The Church in Fourteenth-Century Iceland: Ecclesiastical Administration, Literacy, and the Formation of an Elite Clerical Identity 

Sigurdson, Erika Ruth

PhD thesis, The University of Leeds Institute for Medieval Studies, 11 November, (2011)


This thesis examines the development of elite clerical culture in fourteenth-century Iceland. Following ecclesiastical reforms of the late thirteenth century (staðamál), a small number of clerics gained access to large farms (staðir) as benefices, and gained wealth and power from their new benefices. Over the course of the century, this small group developed a shared identity, one based on clerical values such as familiarity with canon law, as well as on a shared sense of interdependence and a new, clerical set of personal networks and connections.
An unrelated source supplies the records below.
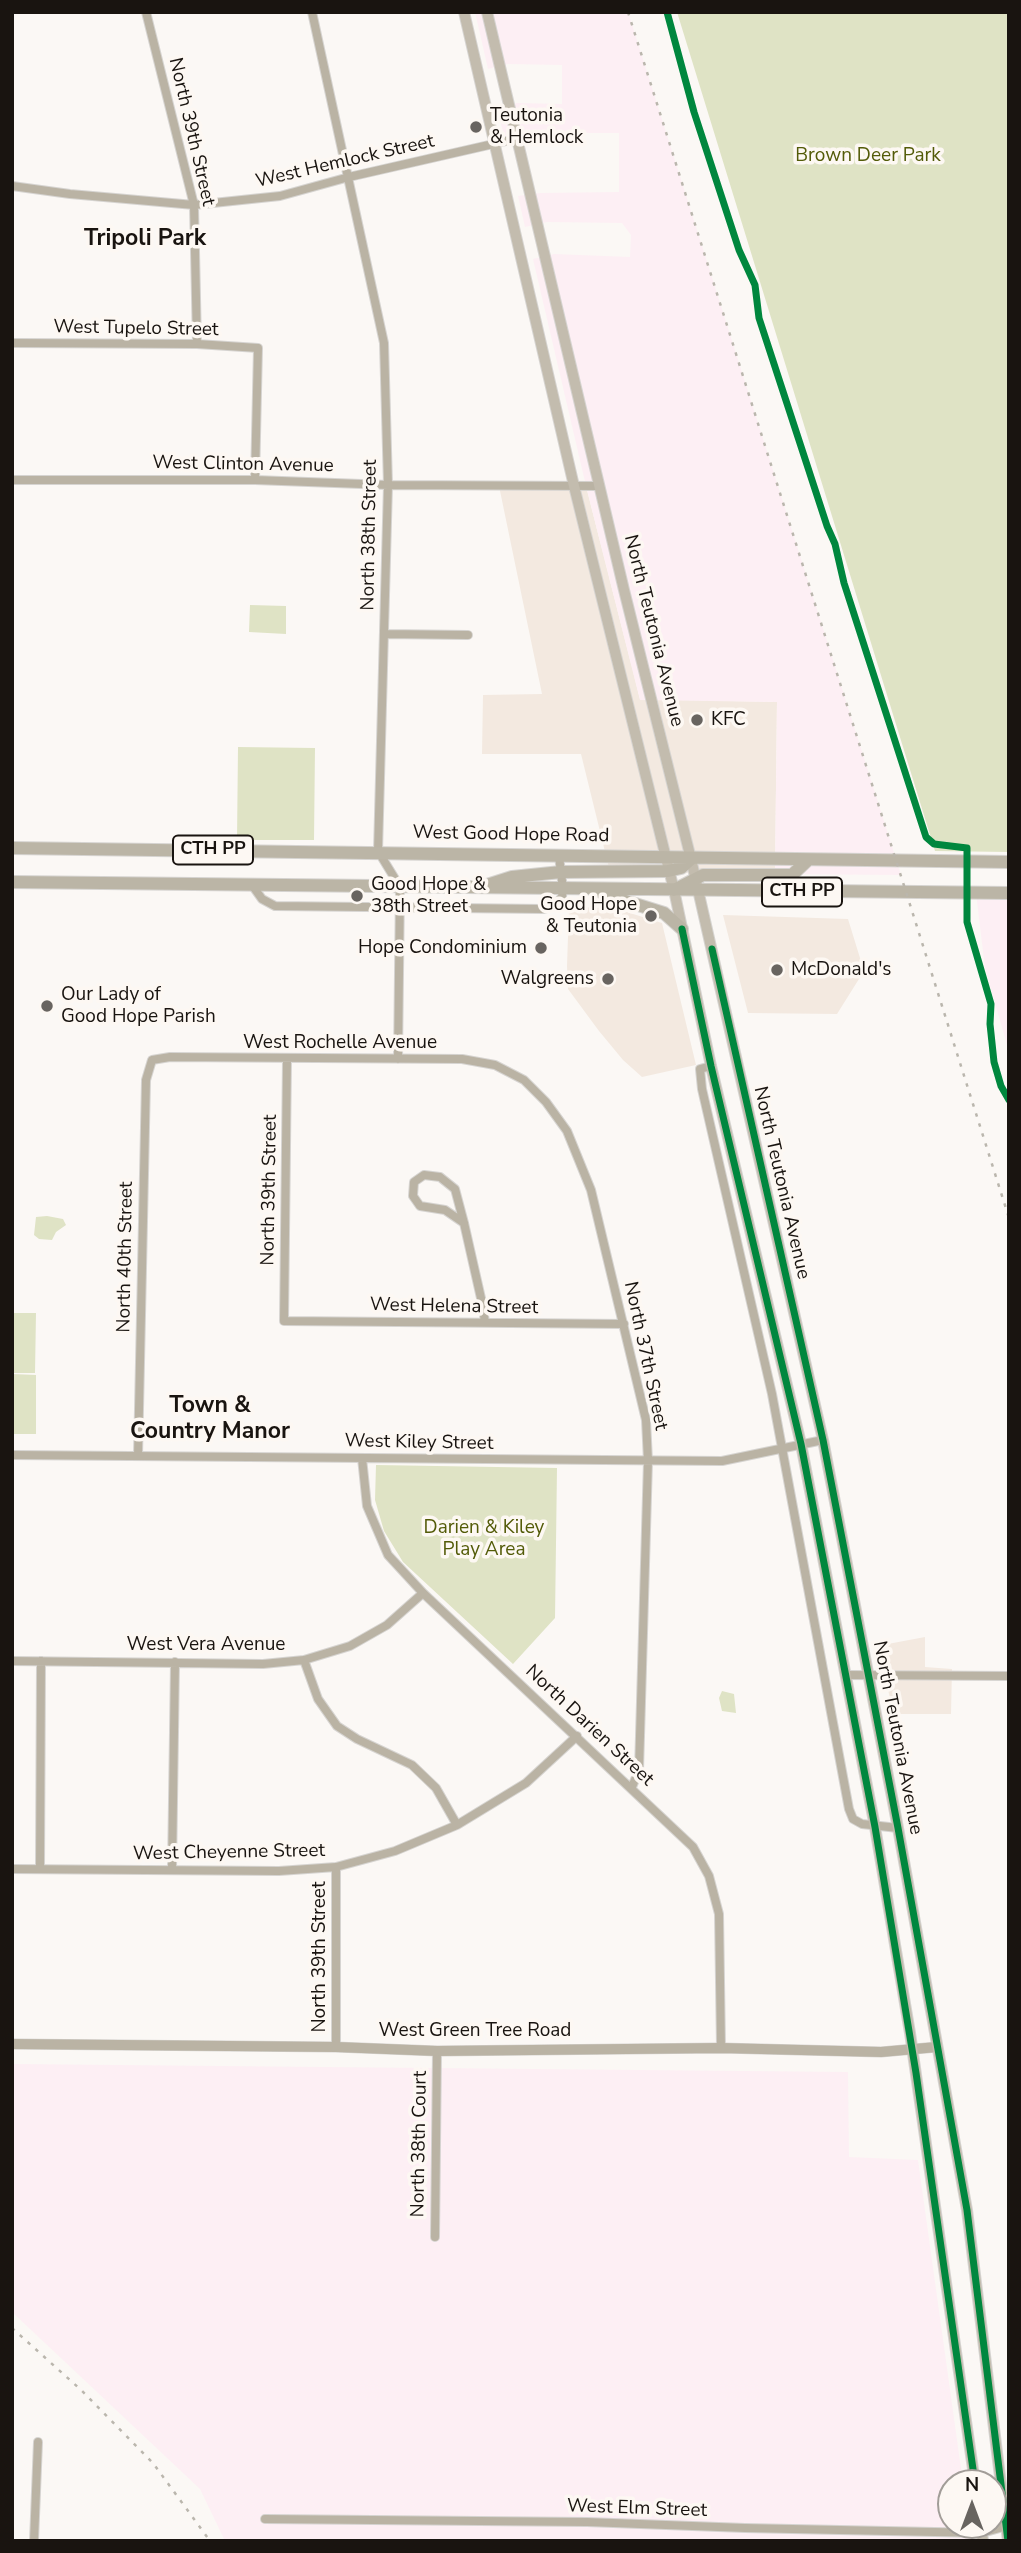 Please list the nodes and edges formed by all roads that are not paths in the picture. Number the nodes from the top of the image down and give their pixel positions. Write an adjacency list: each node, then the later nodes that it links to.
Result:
1 (146, 12): 9 (street, North 39th Street)
2 (312, 12): 7 (street, North 38th Street)
3 (464, 12): 6 (main road, North Teutonia Avenue)
4 (487, 12): 5 (main road, North Teutonia Avenue)
5 (515, 139): 6 (street, West Hemlock Street); 16 (main road, North Teutonia Avenue)
6 (496, 143): 7 (street, West Hemlock Street); 15 (main road, North Teutonia Avenue)
7 (349, 177): 9 (street, West Hemlock Street); 14 (street, North 38th Street)
8 (12, 186): 9 (street, West Hemlock Street)
9 (194, 205): 11 (street, North 39th Street)
10 (14, 343): 11 (street, West Tupelo Street)
11 (197, 344): 13 (street, West Tupelo Street)
12 (12, 480): 13 (street, West Clinton Avenue)
13 (255, 480): 14 (street, West Clinton Avenue)
14 (388, 485): 15 (street, West Clinton Avenue); 17 (street, North 38th Street)
15 (574, 486): 16 (street, West Clinton Avenue); 25 (main road, North Teutonia Avenue)
16 (599, 486): 22 (main road, North Teutonia Avenue)
17 (384, 634): 18 (street); 20 (street, North 38th Street)
18 (468, 635)
19 (12, 848): 20 (main road, West Good Hope Road / CTH PP)
20 (378, 851): 21 (main road, West Good Hope Road / CTH PP); 30 (street)
21 (559, 856): 25 (main road, West Good Hope Road / CTH PP); 26 (street)
22 (691, 859): 23 (main road, CTH PP); 25 (main road); 28 (main road, North Teutonia Avenue)
23 (808, 860): 24 (main road, CTH PP); 28 (main road)
24 (1009, 862)
25 (666, 865): 26 (main road); 34 (main road, North Teutonia Avenue)
26 (561, 872): 31 (main road); 32 (street)
27 (12, 882): 29 (main road, CTH PP)
28 (696, 884): 34 (main road); 35 (main road, CTH PP); 47 (main road, North Teutonia Avenue)
29 (252, 885): 30 (main road, CTH PP); 36 (street)
30 (400, 887): 31 (main road, CTH PP); 36 (street)
31 (477, 888): 32 (main road, CTH PP)
32 (563, 889): 33 (main road, CTH PP); 36 (street)
33 (589, 889): 34 (main road, CTH PP); 37 (main road)
34 (674, 890): 37 (main road, North Teutonia Avenue)
35 (1009, 893)
36 (400, 908): 39 (street)
37 (682, 929): 41 (main road, North Teutonia Avenue)
38 (287, 1059): 39 (street, West Rochelle Avenue); 40 (street, West Rochelle Avenue); 44 (street, North 39th Street)
39 (398, 1059): 42 (street, West Rochelle Avenue)
40 (152, 1060): 51 (street, North 40th Street)
41 (706, 1067): 48 (main road, North Teutonia Avenue); 49 (street, North Teutonia Avenue)
42 (524, 1080): 46 (street, North 37th Street)
43 (464, 1223): 43 (street); 45 (street)
44 (284, 1321): 45 (street, West Helena Street)
45 (485, 1324): 46 (street, West Helena Street)
46 (624, 1324): 53 (street, North 37th Street)
47 (823, 1440): 48 (street, West Kiley Street); 60 (main road, North Teutonia Avenue)
48 (800, 1444): 49 (street, West Kiley Street); 59 (main road, North Teutonia Avenue)
49 (782, 1448): 53 (street, West Kiley Street); 65 (street, North Teutonia Avenue)
50 (12, 1455): 51 (street, West Kiley Street)
51 (138, 1456): 52 (street, West Kiley Street)
52 (362, 1458): 53 (street, West Kiley Street); 54 (street, North Darien Street)
53 (648, 1461): 63 (street, North 37th Street)
54 (423, 1593): 55 (street, West Vera Avenue); 62 (street, North Darien Street)
55 (304, 1660): 58 (street, West Vera Avenue); 64 (street)
56 (12, 1661): 57 (street, West Vera Avenue)
57 (41, 1661): 58 (street, West Vera Avenue); 69 (street)
58 (175, 1662): 70 (street)
59 (845, 1675): 60 (street); 65 (main road, North Teutonia Avenue)
60 (869, 1675): 61 (street); 66 (main road, North Teutonia Avenue)
61 (1009, 1676)
62 (577, 1736): 63 (street, North Darien Street); 64 (street, West Cheyenne Street)
63 (632, 1787): 74 (street, North Darien Street)
64 (457, 1825): 67 (street, West Cheyenne Street)
65 (875, 1827): 66 (street); 76 (main road, North Teutonia Avenue)
66 (898, 1828): 73 (main road, North Teutonia Avenue)
67 (336, 1867): 70 (street, West Cheyenne Street); 72 (street, North 39th Street)
68 (12, 1869): 69 (street, West Cheyenne Street)
69 (40, 1869): 70 (street, West Cheyenne Street)
70 (172, 1870)
71 (12, 2044): 72 (street, West Green Tree Road)
72 (336, 2047): 75 (street, West Green Tree Road)
73 (937, 2047): 76 (street, West Green Tree Road); 80 (main road, North Teutonia Avenue)
74 (721, 2048): 75 (street, West Green Tree Road); 76 (street, West Green Tree Road)
75 (437, 2050): 77 (street, North 38th Court)
76 (913, 2050): 79 (main road, North Teutonia Avenue)
77 (435, 2237)
78 (38, 2442): 84 (street)
79 (973, 2469)
80 (1000, 2469)
81 (265, 2519): 83 (street, West Elm Street)
82 (1007, 2526): 85 (main road, North Teutonia Avenue)
83 (937, 2532)
84 (34, 2541)
85 (1009, 2541) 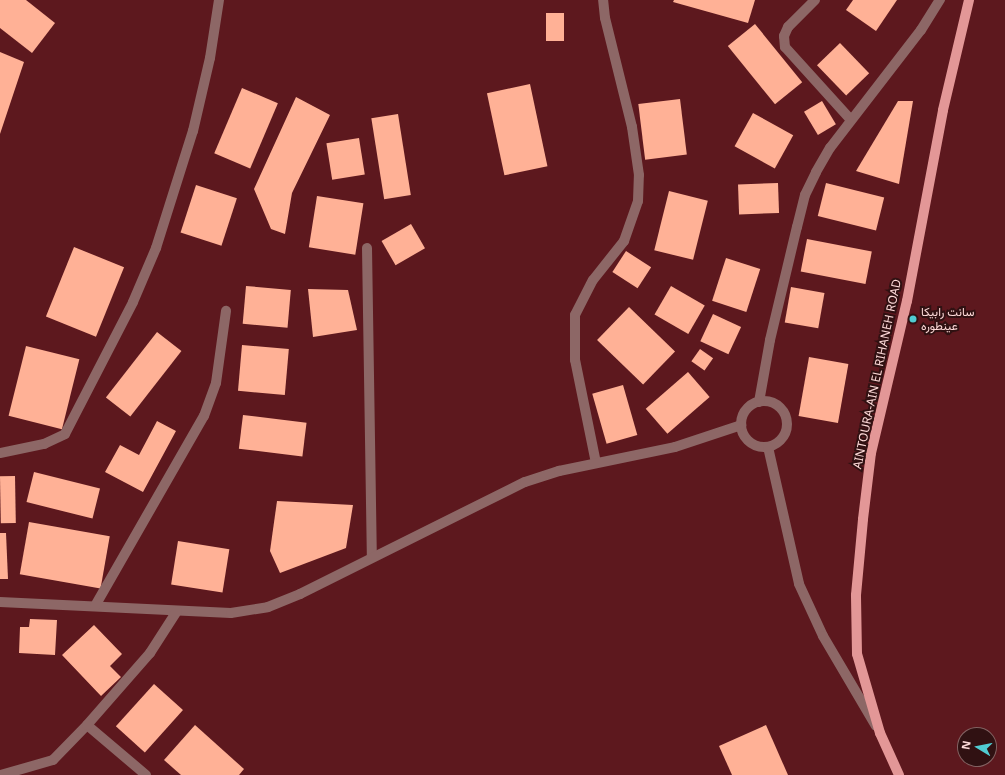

This thesis examines the development of this shared identity, particularly as expressed through clerical narrative writing, and through the role of ecclesiastical administration at the sub- episcopal level (diocesan officers and the holders of major benefices).

Chapter 1 provides an introduction to current scholarly approaches to fourteenth-century Iceland, while discussing the historical context for the study of ecclesiastical administration and clerical identity. Chapter 2 surveys the primary sources which form the basis of this thesis. Chapter 3 is a study of the structure of the Icelandic Church, with a focus on the role of individual agents in shaping the development of ecclesiastical institutions. Chapter 4 consists of a social and cultural study of the sub-episcopal elite clergy in Iceland. The first part of this chapter examines the economic and social basis for the development of an elite clergy, while the second part provides an analysis of the social and cultural history of the sub- episcopal elite, with a focus on the social networks of the sub-episcopal elite, and different types of relationship within these networks. Chapter 5 consists of a thematic study of Icelandic clergy in Norway; through an analysis of evidence for voyages to Norway undertaken by the sub-episcopal elite, I provide insight into the particular relationship between Iceland and Norway in the fourteenth century.